Als sich Anfang November 1918 das österreichische Heer aufzulösen begann, stellte sich die Frage der Zugehörigkeit der Bukowiner Gebiete sehr konkret. Eine militärische Einheit des Ukrainischen Nationalrats (Rada) aus Lemberg/Lviv nahm Czernowitz am 6. November 1918 ein. Ihr Führer verhandelte mit dem rumänischen Abgeordneten des Reichsrats Aurel von Onciul über die Zweiteilung der Bukowina. Daraufhin appellierten einige nicht gewählte Rumänen zusammen mit Iancu von Flondor (1865-1924) an die Regierung Rumäniens um Unterstützung gegen angebliche bolschewistische Banden. Die Armee Rumäniens marschierte am 11. November 1918 in Czernowitz ein und internierte Aurel von Onciul. Die militärische Einheit der Rada zog sich kampflos vor der Übermacht zurück. Nun übernahm Flondor die Führung der Rumänen, während Nistor sich noch im fernen Bukarest befand. Dennoch gelang es ihm, Flondor im Jahr 1919 auszubooten (Bălan: Bodnărescu, S. 3-44; Hausleitner, S. 93-101).
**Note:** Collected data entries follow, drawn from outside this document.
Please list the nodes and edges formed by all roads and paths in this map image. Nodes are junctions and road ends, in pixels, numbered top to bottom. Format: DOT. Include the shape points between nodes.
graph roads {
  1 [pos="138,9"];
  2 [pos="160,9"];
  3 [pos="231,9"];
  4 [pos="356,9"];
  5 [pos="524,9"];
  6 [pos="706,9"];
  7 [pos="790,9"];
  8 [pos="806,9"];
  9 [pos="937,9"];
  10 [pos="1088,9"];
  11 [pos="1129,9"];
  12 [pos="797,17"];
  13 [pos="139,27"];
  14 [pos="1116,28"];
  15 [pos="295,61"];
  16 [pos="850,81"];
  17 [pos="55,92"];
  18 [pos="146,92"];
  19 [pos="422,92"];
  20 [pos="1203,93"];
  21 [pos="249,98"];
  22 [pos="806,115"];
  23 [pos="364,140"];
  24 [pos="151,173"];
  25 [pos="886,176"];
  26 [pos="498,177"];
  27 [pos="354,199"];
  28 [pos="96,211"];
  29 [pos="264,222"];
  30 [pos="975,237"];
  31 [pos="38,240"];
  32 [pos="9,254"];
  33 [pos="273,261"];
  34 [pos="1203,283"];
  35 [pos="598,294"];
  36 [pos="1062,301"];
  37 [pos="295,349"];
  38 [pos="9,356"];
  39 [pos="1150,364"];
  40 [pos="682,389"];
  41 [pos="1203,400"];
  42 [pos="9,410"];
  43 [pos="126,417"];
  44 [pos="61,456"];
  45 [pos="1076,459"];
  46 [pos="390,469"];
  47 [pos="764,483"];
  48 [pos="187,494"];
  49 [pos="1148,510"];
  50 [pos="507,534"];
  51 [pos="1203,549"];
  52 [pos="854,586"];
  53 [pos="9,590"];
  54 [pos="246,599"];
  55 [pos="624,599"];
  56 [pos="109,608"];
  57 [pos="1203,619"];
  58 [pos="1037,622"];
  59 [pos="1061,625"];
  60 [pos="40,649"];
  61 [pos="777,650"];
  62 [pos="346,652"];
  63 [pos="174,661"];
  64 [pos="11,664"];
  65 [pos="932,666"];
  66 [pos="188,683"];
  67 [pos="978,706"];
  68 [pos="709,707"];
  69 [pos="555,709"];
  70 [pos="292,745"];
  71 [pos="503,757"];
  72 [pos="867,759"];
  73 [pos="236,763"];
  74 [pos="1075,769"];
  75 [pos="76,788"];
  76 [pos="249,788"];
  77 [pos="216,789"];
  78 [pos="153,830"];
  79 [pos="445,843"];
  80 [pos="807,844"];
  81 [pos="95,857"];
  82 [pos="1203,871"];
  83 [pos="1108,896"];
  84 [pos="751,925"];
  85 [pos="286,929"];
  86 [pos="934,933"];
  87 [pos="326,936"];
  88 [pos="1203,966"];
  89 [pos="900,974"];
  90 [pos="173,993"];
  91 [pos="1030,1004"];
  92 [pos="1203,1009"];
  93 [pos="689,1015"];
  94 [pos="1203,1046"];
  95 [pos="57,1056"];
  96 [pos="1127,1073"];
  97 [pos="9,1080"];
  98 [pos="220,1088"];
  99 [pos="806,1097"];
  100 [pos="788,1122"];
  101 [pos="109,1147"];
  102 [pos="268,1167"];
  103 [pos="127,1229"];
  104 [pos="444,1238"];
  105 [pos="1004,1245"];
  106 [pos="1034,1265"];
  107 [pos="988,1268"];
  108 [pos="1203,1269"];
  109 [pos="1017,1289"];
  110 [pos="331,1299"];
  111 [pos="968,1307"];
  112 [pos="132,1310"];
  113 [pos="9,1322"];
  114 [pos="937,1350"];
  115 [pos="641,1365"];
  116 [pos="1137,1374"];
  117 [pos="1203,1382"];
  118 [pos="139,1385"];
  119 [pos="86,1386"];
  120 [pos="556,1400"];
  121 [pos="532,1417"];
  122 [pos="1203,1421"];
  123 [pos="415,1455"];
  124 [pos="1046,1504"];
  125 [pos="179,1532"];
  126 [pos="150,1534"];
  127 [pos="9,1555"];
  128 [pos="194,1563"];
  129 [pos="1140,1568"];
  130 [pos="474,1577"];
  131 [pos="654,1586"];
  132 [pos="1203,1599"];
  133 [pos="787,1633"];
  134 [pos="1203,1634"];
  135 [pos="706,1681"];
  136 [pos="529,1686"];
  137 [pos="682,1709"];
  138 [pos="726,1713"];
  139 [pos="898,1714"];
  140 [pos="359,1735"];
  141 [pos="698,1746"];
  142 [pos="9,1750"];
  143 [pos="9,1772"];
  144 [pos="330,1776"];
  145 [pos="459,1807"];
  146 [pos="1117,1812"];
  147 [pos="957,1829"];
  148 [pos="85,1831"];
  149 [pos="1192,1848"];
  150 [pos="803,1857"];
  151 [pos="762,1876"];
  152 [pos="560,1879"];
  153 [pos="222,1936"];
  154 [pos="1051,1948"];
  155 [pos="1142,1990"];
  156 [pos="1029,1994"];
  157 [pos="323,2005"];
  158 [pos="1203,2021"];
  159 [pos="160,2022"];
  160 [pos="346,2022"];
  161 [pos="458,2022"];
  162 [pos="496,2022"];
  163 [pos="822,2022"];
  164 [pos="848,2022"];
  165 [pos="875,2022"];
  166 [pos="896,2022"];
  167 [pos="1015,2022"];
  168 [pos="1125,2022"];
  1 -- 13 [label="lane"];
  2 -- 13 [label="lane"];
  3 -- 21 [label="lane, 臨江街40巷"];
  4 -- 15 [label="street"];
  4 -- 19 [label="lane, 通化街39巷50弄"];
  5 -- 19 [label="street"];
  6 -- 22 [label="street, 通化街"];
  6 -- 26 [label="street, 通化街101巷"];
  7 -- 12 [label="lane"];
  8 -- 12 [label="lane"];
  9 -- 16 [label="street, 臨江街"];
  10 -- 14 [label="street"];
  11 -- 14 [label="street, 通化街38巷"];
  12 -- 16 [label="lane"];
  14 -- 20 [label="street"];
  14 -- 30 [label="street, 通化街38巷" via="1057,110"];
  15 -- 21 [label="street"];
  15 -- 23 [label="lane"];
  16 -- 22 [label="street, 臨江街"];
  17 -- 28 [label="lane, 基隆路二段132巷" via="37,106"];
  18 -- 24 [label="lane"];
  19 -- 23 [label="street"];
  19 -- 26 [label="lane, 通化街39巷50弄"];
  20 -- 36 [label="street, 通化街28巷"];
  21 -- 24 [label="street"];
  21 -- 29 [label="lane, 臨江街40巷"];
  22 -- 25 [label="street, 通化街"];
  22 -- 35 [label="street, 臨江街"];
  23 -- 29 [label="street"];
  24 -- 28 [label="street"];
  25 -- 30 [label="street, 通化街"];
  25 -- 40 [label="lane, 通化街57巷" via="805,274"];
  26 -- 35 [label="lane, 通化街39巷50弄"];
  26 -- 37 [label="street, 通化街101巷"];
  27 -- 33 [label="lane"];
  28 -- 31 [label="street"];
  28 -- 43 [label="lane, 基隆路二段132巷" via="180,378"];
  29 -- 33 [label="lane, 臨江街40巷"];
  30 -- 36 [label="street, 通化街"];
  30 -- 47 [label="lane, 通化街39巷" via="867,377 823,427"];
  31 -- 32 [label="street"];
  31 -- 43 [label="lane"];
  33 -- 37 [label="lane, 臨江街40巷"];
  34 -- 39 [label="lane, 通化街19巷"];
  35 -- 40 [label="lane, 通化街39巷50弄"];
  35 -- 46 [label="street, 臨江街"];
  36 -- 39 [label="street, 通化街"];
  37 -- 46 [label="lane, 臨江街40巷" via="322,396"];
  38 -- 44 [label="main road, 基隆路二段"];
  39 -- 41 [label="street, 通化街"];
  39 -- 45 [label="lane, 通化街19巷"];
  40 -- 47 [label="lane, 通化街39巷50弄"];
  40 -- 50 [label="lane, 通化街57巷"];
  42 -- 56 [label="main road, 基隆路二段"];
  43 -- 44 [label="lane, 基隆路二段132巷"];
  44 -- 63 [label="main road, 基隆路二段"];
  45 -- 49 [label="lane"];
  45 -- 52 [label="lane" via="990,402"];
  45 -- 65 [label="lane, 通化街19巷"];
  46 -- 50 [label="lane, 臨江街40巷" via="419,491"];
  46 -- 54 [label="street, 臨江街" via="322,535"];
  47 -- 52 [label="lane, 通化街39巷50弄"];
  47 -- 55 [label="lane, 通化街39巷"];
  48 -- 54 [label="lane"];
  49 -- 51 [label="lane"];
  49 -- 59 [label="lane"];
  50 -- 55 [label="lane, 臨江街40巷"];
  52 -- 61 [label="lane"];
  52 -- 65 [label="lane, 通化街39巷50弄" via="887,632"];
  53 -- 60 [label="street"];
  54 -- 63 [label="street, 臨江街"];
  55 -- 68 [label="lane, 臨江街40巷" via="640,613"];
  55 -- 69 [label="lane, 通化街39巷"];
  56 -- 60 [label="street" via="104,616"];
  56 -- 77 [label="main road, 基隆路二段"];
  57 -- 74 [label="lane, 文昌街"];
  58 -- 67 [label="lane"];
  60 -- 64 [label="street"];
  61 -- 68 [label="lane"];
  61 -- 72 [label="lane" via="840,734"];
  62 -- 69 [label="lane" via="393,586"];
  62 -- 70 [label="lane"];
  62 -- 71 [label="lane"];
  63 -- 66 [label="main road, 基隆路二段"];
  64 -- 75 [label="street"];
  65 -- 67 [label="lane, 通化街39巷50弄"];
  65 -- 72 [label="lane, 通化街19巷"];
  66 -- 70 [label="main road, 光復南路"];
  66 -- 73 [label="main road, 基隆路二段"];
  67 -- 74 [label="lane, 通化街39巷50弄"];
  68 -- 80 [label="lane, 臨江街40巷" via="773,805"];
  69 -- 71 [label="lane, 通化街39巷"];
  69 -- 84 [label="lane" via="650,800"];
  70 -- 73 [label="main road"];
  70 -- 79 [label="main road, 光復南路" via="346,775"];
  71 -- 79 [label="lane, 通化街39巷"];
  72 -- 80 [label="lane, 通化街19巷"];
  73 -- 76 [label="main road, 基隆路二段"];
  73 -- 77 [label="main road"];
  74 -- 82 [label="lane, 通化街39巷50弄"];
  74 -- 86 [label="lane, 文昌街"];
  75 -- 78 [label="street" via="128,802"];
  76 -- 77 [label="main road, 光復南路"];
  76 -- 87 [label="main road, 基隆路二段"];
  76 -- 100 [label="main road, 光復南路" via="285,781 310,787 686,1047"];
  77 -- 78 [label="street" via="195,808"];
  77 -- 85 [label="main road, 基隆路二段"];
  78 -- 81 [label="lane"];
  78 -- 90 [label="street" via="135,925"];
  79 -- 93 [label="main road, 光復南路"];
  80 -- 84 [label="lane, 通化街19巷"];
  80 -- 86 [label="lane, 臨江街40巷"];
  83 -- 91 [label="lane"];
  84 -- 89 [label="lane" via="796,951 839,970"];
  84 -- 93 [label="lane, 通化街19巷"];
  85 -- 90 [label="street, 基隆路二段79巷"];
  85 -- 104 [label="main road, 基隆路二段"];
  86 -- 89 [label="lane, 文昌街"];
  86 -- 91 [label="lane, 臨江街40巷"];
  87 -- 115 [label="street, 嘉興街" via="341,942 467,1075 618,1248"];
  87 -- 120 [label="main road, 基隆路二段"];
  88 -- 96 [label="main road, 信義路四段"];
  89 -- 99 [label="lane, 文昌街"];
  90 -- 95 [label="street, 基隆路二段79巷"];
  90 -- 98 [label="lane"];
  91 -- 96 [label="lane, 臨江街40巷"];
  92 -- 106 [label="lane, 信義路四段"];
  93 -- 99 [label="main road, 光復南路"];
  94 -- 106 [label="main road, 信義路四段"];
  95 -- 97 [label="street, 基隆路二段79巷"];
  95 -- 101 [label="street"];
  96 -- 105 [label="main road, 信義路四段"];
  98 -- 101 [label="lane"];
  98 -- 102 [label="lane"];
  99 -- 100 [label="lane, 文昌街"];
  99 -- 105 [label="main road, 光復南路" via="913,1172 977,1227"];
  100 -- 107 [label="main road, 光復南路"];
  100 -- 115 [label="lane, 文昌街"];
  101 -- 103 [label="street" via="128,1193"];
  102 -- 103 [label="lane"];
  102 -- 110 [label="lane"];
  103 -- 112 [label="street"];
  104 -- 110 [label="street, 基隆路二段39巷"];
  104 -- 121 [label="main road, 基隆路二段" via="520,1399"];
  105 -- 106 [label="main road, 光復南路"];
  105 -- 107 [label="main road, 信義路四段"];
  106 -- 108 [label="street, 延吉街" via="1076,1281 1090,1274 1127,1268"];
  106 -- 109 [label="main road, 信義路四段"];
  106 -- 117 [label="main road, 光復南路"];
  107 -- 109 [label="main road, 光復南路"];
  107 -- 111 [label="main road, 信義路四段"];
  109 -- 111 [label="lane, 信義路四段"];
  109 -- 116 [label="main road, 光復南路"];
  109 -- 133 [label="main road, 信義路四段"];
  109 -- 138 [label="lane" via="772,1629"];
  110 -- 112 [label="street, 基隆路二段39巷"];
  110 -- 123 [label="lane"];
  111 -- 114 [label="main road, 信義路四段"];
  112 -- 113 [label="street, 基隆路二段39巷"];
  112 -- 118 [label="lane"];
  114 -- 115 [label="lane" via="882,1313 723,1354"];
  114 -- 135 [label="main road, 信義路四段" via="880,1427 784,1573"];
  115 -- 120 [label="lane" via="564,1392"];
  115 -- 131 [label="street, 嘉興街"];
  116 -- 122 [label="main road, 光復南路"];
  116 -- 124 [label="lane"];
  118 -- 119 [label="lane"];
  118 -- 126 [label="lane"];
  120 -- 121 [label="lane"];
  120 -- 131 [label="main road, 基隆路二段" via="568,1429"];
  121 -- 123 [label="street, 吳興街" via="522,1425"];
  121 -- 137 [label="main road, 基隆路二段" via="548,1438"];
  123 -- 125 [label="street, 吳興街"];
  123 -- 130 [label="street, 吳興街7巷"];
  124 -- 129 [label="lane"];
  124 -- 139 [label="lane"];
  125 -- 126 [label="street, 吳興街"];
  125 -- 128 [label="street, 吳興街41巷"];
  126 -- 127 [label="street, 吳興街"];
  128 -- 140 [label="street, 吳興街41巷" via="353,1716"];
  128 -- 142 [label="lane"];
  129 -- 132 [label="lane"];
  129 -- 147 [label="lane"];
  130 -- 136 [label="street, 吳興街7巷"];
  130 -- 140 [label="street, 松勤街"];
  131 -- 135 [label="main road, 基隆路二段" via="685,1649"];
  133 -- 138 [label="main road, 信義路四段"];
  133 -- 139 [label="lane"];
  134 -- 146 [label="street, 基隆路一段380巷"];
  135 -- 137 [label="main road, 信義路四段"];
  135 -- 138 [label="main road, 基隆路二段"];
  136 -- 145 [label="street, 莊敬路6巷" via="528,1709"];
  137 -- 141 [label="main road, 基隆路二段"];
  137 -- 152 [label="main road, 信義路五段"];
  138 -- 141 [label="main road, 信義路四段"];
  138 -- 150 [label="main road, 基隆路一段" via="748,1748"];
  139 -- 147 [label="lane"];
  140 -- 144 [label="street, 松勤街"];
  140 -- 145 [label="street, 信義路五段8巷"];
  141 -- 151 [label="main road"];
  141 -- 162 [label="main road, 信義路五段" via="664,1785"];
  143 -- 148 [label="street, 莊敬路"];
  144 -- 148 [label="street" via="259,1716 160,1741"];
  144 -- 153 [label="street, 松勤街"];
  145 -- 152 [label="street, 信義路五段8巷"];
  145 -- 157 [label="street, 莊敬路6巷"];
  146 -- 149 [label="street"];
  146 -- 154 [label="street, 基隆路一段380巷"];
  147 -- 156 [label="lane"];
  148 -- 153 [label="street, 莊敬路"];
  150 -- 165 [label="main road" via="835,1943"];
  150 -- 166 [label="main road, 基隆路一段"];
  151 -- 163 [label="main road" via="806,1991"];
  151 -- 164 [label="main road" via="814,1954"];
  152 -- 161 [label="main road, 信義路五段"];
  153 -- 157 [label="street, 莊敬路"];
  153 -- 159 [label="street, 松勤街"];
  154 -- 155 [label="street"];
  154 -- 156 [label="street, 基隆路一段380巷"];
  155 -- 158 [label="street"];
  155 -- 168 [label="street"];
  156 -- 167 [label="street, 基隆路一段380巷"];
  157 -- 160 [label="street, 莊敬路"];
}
Flondor organisierte eine Versammlung mit einigen ausgewählten Rumänen am 15./28. November 1918 (es galten noch zwei verschiedene Kalender), die den bedingungslosen Anschluss an das Königreich Rumänen proklamierte. An dieser angeblichen „Konstituante“ nahmen keine Abgeordneten der Ukrainer und Juden teil. Die Deutschen machten ihre Teilnahme von einigen Bedingungen abhängig, wie etwa die Beibehaltung der deutschsprachigen Universität (Osatschuk, S. 39). Zu dieser Versammlung war Nistor aus Bukarest gemeinsam mit etwa 100 Bukowiner Freiwilligen aus der Armee Rumäniens angereist (Bogzan, S. 346). Viele von ihnen gelangten in die neuen Leitungspositionen. Nistor gehörte der Delegation an, die im Dezember 1918 König Ferdinand I. das Anschlussersuchen überbrachte (Căpreanu, S. 315f.). Bei der Pariser Friedenskonferenz erhoben Vertreter der Ukrainer Anfang 1919 Anspruch auf den Norden der Bukowina, wo mehrheitlich Ukrainer lebten. Gegen sie wandte sich Nistor vehement. In der Bukowina verhaftete die Militärverwaltung diejenigen Ukrainer, die zu demonstrativen Aktionen aufriefen. Im Juni 1919 wurde Rumänien die gesamte Bukowina zugesprochen. Nistor kritisierte jedoch den von den Großmächten initiierten Minderheiten-Schutzvertrag, durch den die Gleichberechtigung der 30% Nichtrumänen in Großrumänien abgesichert werden sollte (Dobrinescu, S. 57).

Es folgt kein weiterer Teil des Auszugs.